*** Opening Records ***
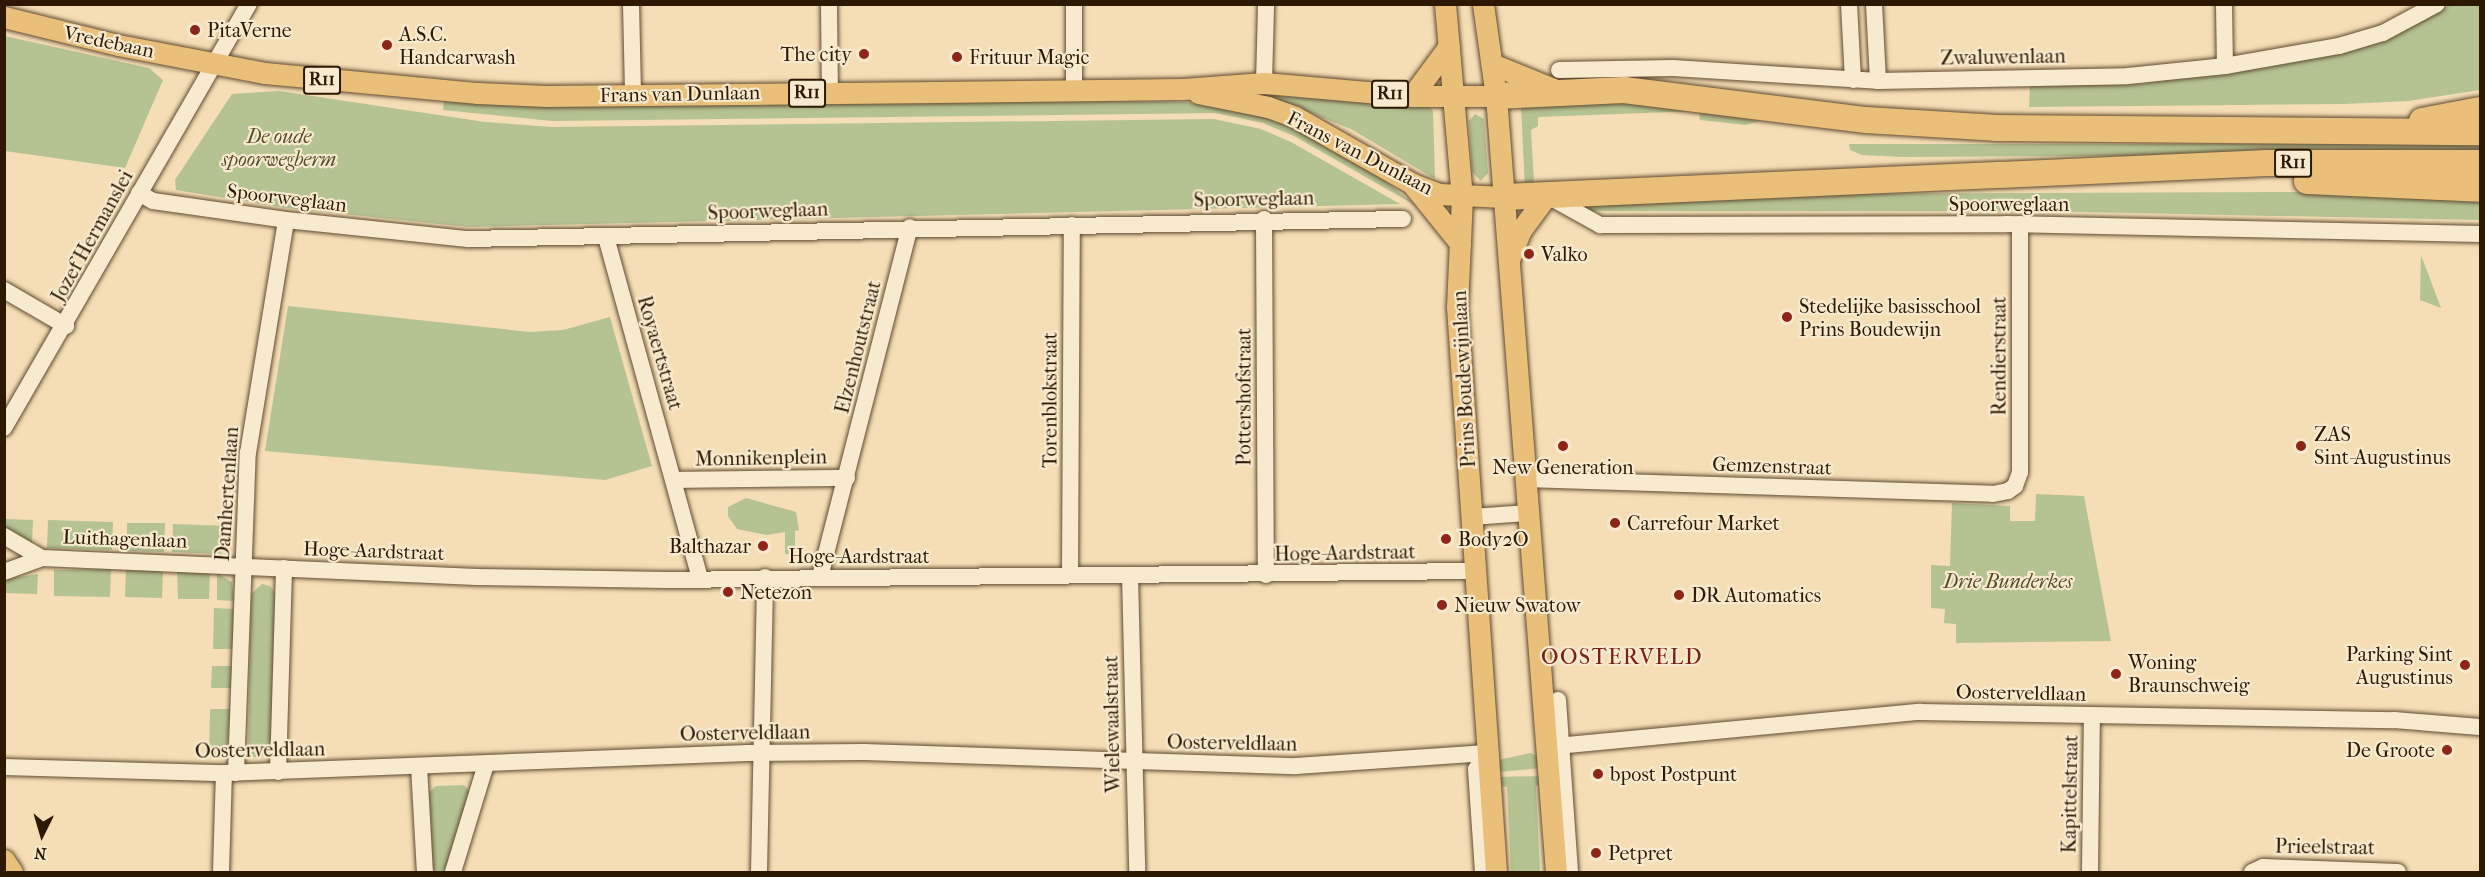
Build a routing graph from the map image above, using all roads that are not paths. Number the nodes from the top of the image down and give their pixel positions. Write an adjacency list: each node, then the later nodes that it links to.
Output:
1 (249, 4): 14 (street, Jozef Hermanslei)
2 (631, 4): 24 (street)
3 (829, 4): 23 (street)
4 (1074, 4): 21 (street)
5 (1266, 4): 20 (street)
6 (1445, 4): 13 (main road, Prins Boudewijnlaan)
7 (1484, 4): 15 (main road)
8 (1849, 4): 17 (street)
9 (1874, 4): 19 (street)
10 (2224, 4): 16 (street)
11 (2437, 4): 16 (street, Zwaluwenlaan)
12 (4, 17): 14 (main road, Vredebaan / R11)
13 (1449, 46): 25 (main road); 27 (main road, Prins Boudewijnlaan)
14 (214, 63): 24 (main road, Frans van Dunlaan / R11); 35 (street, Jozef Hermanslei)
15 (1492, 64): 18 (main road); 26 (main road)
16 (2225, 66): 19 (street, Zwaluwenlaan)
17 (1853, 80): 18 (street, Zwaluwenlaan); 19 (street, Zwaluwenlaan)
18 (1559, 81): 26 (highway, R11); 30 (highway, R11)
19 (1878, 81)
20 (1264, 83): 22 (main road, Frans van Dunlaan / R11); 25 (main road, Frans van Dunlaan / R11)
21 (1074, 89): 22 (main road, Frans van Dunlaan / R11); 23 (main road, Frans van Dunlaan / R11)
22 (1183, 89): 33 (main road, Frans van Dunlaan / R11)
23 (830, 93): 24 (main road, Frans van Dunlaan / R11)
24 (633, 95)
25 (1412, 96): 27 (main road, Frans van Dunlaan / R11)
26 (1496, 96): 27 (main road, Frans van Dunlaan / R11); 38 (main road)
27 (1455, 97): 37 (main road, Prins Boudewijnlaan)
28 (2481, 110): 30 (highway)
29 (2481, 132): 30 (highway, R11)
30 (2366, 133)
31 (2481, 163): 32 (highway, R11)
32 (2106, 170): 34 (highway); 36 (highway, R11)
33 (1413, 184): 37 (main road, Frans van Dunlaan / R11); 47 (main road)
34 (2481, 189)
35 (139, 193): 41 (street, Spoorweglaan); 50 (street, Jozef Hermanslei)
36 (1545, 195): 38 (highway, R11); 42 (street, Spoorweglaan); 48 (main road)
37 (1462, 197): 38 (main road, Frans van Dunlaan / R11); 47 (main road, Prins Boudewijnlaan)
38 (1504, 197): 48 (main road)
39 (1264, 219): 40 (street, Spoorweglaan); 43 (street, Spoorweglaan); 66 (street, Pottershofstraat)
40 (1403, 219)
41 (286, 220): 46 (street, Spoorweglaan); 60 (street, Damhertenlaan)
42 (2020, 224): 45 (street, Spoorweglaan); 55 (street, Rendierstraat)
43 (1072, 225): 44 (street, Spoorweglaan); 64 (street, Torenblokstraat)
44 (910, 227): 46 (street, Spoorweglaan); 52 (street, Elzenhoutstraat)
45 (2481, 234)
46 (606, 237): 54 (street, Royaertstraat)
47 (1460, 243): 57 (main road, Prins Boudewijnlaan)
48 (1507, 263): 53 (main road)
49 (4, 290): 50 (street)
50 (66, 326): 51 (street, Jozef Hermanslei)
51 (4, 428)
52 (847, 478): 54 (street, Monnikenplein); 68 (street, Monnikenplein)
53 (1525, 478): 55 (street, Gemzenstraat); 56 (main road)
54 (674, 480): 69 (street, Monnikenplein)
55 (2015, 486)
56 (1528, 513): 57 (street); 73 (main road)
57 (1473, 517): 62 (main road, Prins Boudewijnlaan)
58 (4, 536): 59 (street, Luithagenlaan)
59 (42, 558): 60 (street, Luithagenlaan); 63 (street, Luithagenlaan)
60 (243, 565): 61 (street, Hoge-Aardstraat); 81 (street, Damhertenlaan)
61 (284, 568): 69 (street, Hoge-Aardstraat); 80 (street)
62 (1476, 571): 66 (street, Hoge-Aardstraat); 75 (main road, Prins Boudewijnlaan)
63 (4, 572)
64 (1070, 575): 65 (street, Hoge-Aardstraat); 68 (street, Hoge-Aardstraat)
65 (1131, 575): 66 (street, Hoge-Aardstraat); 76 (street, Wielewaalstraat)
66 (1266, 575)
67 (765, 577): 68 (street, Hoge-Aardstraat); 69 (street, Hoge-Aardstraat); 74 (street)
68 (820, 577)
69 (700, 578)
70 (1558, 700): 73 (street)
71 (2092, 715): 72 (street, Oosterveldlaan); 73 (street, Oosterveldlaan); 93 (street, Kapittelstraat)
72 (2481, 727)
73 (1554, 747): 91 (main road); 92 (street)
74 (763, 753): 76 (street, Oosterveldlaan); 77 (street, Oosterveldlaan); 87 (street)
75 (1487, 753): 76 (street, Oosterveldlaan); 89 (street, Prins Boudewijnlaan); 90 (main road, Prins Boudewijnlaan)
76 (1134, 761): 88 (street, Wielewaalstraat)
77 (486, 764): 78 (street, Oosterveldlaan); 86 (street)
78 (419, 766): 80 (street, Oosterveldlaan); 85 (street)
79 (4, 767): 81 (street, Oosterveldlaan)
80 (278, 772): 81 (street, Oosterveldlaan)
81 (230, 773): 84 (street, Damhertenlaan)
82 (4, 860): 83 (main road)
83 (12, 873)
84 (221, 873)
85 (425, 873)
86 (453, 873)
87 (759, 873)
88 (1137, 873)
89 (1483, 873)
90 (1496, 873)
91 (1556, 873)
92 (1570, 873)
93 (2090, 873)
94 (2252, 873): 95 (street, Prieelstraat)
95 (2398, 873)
*** Closing Records ***
Task description: Should a record include a picture, drop the picture and write out the remainder exactly.

Exercise solution:
Build a routing graph from the map image above, using all roads that are not paths. Number the nodes from the top of the image down and give their pixel positions. Write an adjacency list: each node, then the later nodes that it links to.
Output:
1 (249, 4): 14 (street, Jozef Hermanslei)
2 (631, 4): 24 (street)
3 (829, 4): 23 (street)
4 (1074, 4): 21 (street)
5 (1266, 4): 20 (street)
6 (1445, 4): 13 (main road, Prins Boudewijnlaan)
7 (1484, 4): 15 (main road)
8 (1849, 4): 17 (street)
9 (1874, 4): 19 (street)
10 (2224, 4): 16 (street)
11 (2437, 4): 16 (street, Zwaluwenlaan)
12 (4, 17): 14 (main road, Vredebaan / R11)
13 (1449, 46): 25 (main road); 27 (main road, Prins Boudewijnlaan)
14 (214, 63): 24 (main road, Frans van Dunlaan / R11); 35 (street, Jozef Hermanslei)
15 (1492, 64): 18 (main road); 26 (main road)
16 (2225, 66): 19 (street, Zwaluwenlaan)
17 (1853, 80): 18 (street, Zwaluwenlaan); 19 (street, Zwaluwenlaan)
18 (1559, 81): 26 (highway, R11); 30 (highway, R11)
19 (1878, 81)
20 (1264, 83): 22 (main road, Frans van Dunlaan / R11); 25 (main road, Frans van Dunlaan / R11)
21 (1074, 89): 22 (main road, Frans van Dunlaan / R11); 23 (main road, Frans van Dunlaan / R11)
22 (1183, 89): 33 (main road, Frans van Dunlaan / R11)
23 (830, 93): 24 (main road, Frans van Dunlaan / R11)
24 (633, 95)
25 (1412, 96): 27 (main road, Frans van Dunlaan / R11)
26 (1496, 96): 27 (main road, Frans van Dunlaan / R11); 38 (main road)
27 (1455, 97): 37 (main road, Prins Boudewijnlaan)
28 (2481, 110): 30 (highway)
29 (2481, 132): 30 (highway, R11)
30 (2366, 133)
31 (2481, 163): 32 (highway, R11)
32 (2106, 170): 34 (highway); 36 (highway, R11)
33 (1413, 184): 37 (main road, Frans van Dunlaan / R11); 47 (main road)
34 (2481, 189)
35 (139, 193): 41 (street, Spoorweglaan); 50 (street, Jozef Hermanslei)
36 (1545, 195): 38 (highway, R11); 42 (street, Spoorweglaan); 48 (main road)
37 (1462, 197): 38 (main road, Frans van Dunlaan / R11); 47 (main road, Prins Boudewijnlaan)
38 (1504, 197): 48 (main road)
39 (1264, 219): 40 (street, Spoorweglaan); 43 (street, Spoorweglaan); 66 (street, Pottershofstraat)
40 (1403, 219)
41 (286, 220): 46 (street, Spoorweglaan); 60 (street, Damhertenlaan)
42 (2020, 224): 45 (street, Spoorweglaan); 55 (street, Rendierstraat)
43 (1072, 225): 44 (street, Spoorweglaan); 64 (street, Torenblokstraat)
44 (910, 227): 46 (street, Spoorweglaan); 52 (street, Elzenhoutstraat)
45 (2481, 234)
46 (606, 237): 54 (street, Royaertstraat)
47 (1460, 243): 57 (main road, Prins Boudewijnlaan)
48 (1507, 263): 53 (main road)
49 (4, 290): 50 (street)
50 (66, 326): 51 (street, Jozef Hermanslei)
51 (4, 428)
52 (847, 478): 54 (street, Monnikenplein); 68 (street, Monnikenplein)
53 (1525, 478): 55 (street, Gemzenstraat); 56 (main road)
54 (674, 480): 69 (street, Monnikenplein)
55 (2015, 486)
56 (1528, 513): 57 (street); 73 (main road)
57 (1473, 517): 62 (main road, Prins Boudewijnlaan)
58 (4, 536): 59 (street, Luithagenlaan)
59 (42, 558): 60 (street, Luithagenlaan); 63 (street, Luithagenlaan)
60 (243, 565): 61 (street, Hoge-Aardstraat); 81 (street, Damhertenlaan)
61 (284, 568): 69 (street, Hoge-Aardstraat); 80 (street)
62 (1476, 571): 66 (street, Hoge-Aardstraat); 75 (main road, Prins Boudewijnlaan)
63 (4, 572)
64 (1070, 575): 65 (street, Hoge-Aardstraat); 68 (street, Hoge-Aardstraat)
65 (1131, 575): 66 (street, Hoge-Aardstraat); 76 (street, Wielewaalstraat)
66 (1266, 575)
67 (765, 577): 68 (street, Hoge-Aardstraat); 69 (street, Hoge-Aardstraat); 74 (street)
68 (820, 577)
69 (700, 578)
70 (1558, 700): 73 (street)
71 (2092, 715): 72 (street, Oosterveldlaan); 73 (street, Oosterveldlaan); 93 (street, Kapittelstraat)
72 (2481, 727)
73 (1554, 747): 91 (main road); 92 (street)
74 (763, 753): 76 (street, Oosterveldlaan); 77 (street, Oosterveldlaan); 87 (street)
75 (1487, 753): 76 (street, Oosterveldlaan); 89 (street, Prins Boudewijnlaan); 90 (main road, Prins Boudewijnlaan)
76 (1134, 761): 88 (street, Wielewaalstraat)
77 (486, 764): 78 (street, Oosterveldlaan); 86 (street)
78 (419, 766): 80 (street, Oosterveldlaan); 85 (street)
79 (4, 767): 81 (street, Oosterveldlaan)
80 (278, 772): 81 (street, Oosterveldlaan)
81 (230, 773): 84 (street, Damhertenlaan)
82 (4, 860): 83 (main road)
83 (12, 873)
84 (221, 873)
85 (425, 873)
86 (453, 873)
87 (759, 873)
88 (1137, 873)
89 (1483, 873)
90 (1496, 873)
91 (1556, 873)
92 (1570, 873)
93 (2090, 873)
94 (2252, 873): 95 (street, Prieelstraat)
95 (2398, 873)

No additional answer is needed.